» **DATA FOR THIS TASK**:
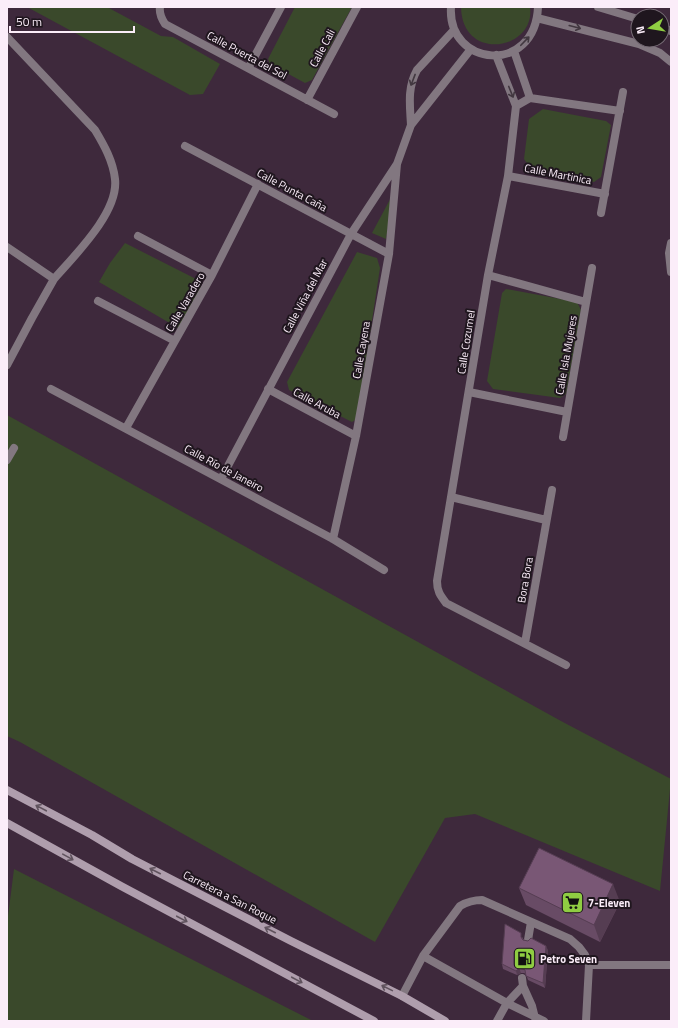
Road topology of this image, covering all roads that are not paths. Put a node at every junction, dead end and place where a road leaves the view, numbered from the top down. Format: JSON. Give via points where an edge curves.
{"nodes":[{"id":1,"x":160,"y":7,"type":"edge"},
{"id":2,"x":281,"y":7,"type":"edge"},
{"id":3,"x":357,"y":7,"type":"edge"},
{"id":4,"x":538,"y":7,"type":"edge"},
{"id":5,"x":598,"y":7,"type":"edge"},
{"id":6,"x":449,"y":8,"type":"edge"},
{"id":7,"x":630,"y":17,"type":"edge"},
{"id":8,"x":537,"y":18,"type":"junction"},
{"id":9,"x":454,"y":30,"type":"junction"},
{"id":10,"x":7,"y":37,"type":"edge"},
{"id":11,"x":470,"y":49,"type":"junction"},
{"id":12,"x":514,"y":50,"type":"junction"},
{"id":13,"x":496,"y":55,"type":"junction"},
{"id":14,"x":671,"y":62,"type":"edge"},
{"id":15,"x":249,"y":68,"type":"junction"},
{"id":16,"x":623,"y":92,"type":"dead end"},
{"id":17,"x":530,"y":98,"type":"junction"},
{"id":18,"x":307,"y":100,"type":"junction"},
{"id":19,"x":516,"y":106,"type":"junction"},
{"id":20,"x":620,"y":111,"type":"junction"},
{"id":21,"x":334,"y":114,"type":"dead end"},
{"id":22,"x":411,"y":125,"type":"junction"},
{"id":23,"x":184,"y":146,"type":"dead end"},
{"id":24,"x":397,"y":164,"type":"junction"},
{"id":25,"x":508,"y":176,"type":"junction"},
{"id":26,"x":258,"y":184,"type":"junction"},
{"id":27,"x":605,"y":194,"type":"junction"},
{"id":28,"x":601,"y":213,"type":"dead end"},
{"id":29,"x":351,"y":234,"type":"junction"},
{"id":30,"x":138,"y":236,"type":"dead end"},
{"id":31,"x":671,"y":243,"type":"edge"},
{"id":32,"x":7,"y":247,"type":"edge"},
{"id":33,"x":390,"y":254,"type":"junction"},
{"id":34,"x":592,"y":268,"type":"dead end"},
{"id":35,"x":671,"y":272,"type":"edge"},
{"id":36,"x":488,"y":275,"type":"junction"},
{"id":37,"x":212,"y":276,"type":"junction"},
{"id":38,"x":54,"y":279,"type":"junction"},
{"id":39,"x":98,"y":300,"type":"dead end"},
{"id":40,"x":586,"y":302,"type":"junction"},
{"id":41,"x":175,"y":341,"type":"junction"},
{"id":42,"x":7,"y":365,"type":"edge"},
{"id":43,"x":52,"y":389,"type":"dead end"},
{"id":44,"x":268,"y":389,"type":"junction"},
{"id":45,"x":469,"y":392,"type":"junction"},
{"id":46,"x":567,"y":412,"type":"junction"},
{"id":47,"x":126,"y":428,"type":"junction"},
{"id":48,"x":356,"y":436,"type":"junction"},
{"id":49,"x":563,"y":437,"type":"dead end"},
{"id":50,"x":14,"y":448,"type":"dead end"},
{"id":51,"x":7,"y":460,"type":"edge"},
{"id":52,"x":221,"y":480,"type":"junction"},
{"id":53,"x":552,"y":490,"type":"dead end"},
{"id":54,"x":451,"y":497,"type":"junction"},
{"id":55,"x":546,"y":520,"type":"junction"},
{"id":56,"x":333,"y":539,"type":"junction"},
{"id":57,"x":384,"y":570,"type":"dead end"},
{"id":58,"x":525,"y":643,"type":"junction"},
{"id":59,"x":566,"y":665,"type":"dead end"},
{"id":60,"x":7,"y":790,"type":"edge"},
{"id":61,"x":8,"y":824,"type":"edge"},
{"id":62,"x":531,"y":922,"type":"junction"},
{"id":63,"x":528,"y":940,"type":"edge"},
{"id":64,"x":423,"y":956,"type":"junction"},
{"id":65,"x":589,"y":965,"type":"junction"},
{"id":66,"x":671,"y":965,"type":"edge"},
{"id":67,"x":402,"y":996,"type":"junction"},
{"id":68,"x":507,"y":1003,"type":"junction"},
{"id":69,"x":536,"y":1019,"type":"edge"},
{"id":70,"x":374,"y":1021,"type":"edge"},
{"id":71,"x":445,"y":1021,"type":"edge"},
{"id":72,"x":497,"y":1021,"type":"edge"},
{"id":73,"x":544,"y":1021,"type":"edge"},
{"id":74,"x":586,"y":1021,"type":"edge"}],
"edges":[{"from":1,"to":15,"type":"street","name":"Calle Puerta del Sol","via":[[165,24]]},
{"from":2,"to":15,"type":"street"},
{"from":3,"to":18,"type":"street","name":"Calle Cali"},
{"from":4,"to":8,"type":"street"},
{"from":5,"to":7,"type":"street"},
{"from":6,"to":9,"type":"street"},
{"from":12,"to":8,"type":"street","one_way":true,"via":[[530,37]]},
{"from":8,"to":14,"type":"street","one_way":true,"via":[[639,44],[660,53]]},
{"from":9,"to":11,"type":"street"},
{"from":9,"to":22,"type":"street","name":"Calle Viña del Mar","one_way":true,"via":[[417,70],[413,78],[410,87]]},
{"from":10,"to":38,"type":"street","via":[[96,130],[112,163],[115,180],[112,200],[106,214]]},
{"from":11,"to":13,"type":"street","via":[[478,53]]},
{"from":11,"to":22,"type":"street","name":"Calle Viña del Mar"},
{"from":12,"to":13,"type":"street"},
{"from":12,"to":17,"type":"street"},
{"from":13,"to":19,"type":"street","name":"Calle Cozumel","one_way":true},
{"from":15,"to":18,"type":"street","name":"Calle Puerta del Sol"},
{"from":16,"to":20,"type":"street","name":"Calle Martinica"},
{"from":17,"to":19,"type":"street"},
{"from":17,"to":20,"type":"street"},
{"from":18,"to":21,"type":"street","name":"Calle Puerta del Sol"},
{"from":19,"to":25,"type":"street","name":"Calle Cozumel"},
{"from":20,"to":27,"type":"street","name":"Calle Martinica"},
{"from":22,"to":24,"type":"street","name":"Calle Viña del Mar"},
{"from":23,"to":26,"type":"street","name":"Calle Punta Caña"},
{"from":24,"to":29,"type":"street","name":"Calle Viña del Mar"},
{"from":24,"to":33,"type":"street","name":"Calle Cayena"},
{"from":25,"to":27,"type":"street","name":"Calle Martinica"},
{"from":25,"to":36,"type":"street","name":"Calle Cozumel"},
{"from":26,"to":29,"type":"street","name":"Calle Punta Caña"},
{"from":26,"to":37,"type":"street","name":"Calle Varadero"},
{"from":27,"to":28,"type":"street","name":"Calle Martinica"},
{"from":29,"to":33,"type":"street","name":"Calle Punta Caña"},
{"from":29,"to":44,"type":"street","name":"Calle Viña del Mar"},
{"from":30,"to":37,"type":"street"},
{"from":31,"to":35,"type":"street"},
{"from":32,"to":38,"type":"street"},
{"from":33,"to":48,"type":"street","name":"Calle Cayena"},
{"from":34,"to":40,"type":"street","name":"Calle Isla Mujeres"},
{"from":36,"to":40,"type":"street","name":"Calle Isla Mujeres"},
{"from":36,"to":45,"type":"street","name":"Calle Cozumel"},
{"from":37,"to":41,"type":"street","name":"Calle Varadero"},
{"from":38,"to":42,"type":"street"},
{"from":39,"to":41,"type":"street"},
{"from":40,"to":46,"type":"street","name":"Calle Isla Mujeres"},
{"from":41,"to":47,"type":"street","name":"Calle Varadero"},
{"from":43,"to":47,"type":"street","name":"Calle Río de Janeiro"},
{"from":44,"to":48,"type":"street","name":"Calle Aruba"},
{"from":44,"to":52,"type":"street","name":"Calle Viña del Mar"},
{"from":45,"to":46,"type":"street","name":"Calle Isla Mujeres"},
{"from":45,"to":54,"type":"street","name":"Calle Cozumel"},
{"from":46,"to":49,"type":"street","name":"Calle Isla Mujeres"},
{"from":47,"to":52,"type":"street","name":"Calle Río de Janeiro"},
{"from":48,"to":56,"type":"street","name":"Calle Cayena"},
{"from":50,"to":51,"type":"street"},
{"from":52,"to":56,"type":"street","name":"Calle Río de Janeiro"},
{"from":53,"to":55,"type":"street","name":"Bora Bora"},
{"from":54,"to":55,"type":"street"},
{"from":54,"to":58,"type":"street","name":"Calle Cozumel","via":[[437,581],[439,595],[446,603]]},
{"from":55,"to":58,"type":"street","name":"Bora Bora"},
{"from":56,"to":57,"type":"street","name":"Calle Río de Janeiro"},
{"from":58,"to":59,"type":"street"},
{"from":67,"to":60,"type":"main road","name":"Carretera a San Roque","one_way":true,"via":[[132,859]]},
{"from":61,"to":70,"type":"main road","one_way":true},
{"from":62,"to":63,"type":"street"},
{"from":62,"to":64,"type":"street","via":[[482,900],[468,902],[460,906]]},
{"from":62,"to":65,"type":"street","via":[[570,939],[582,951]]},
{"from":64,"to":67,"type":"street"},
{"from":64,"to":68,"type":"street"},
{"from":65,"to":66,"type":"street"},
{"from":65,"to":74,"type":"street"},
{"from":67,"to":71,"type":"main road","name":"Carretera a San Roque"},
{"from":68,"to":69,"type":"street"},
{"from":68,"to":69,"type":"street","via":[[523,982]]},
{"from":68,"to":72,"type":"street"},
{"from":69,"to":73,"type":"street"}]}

---

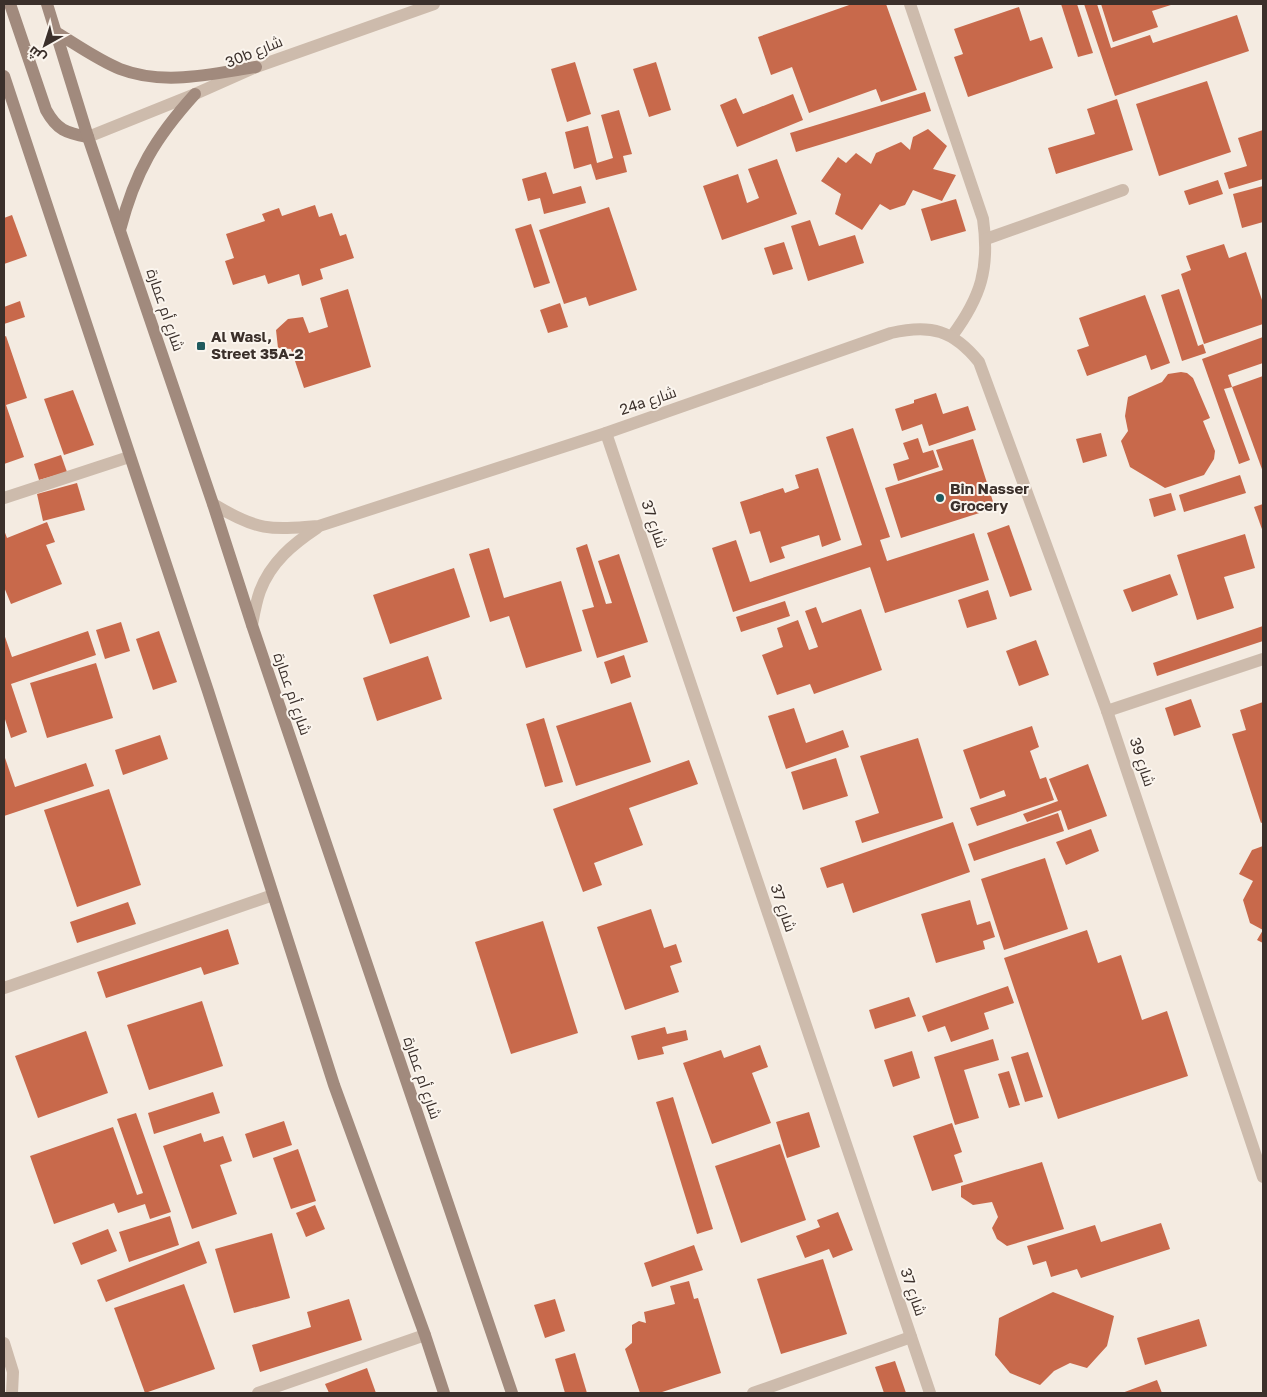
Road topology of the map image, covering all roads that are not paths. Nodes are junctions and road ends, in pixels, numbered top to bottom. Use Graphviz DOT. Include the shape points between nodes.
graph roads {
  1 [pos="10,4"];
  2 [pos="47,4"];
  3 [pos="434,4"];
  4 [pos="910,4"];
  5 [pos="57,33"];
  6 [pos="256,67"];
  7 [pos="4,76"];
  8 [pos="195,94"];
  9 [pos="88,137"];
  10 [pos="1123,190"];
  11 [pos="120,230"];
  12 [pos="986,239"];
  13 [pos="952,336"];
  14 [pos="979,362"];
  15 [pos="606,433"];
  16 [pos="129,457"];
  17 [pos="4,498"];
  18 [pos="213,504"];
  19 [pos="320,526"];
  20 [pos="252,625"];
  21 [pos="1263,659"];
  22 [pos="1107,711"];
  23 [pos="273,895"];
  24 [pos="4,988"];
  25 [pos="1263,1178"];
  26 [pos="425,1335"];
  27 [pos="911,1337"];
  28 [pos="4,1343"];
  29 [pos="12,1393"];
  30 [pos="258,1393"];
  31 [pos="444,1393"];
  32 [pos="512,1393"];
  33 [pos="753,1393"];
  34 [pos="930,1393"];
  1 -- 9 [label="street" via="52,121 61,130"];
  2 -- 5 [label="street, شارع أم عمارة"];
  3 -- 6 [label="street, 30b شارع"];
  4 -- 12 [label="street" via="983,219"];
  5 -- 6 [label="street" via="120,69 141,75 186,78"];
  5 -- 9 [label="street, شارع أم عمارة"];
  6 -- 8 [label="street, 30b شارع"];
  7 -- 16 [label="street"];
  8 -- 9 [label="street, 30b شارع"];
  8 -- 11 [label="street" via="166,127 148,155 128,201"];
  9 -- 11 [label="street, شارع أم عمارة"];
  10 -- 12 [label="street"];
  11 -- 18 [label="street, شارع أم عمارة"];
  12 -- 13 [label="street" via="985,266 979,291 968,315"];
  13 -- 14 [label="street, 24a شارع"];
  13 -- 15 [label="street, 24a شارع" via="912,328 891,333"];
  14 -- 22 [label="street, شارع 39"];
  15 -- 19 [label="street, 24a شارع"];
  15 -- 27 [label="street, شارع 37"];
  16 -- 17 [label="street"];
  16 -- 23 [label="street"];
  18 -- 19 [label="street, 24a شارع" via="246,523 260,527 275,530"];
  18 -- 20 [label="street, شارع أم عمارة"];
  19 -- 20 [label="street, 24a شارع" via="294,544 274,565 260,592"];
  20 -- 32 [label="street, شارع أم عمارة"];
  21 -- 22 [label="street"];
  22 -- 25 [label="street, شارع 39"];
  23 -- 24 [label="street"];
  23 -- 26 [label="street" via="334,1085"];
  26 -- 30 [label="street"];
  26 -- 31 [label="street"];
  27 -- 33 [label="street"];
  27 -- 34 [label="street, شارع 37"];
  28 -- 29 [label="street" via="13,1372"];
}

==

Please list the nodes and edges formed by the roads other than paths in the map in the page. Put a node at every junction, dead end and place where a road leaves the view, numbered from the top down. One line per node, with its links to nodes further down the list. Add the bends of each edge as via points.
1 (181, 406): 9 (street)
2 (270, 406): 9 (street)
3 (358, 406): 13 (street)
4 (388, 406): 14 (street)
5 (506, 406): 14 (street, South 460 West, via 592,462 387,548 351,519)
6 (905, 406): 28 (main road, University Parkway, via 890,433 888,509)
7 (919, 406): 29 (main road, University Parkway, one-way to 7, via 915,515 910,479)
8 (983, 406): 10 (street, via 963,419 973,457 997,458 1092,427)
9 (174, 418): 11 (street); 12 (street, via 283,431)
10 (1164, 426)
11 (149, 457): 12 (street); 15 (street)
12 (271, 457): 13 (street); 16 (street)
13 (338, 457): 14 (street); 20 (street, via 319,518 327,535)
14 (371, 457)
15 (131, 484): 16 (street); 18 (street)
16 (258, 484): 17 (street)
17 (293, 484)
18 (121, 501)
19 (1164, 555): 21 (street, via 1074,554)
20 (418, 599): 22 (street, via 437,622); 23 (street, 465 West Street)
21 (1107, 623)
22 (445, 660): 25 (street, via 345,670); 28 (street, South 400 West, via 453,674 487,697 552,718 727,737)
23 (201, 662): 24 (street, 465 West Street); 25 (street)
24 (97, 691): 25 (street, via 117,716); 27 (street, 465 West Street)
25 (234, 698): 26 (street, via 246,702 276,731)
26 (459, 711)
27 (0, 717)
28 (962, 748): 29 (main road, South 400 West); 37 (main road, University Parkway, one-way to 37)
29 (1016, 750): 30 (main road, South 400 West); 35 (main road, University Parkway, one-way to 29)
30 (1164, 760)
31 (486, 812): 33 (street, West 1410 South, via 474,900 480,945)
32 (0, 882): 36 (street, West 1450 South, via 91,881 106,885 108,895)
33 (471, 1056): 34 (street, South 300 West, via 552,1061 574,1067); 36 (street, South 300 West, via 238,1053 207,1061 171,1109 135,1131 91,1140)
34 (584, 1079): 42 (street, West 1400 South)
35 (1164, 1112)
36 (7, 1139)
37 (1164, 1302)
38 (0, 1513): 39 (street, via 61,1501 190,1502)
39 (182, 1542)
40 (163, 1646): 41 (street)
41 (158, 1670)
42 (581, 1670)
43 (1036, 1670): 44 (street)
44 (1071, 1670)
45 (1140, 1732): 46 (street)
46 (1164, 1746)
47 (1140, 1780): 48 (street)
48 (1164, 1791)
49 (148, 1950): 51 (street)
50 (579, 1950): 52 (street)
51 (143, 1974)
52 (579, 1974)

» **WHAT THIS TASK INVOLVES**:
Using the listing above, show each line with the word "topology" in it.

» **WRITTEN SOLUTION**:
Road topology of this image, covering all roads that are not paths. Put a node at every junction, dead end and place where a road leaves the view, numbered from the top down. Format: JSON. Give via points where an edge curves.
Road topology of the map image, covering all roads that are not paths. Nodes are junctions and road ends, in pixels, numbered top to bottom. Use Graphviz DOT. Include the shape points between nodes.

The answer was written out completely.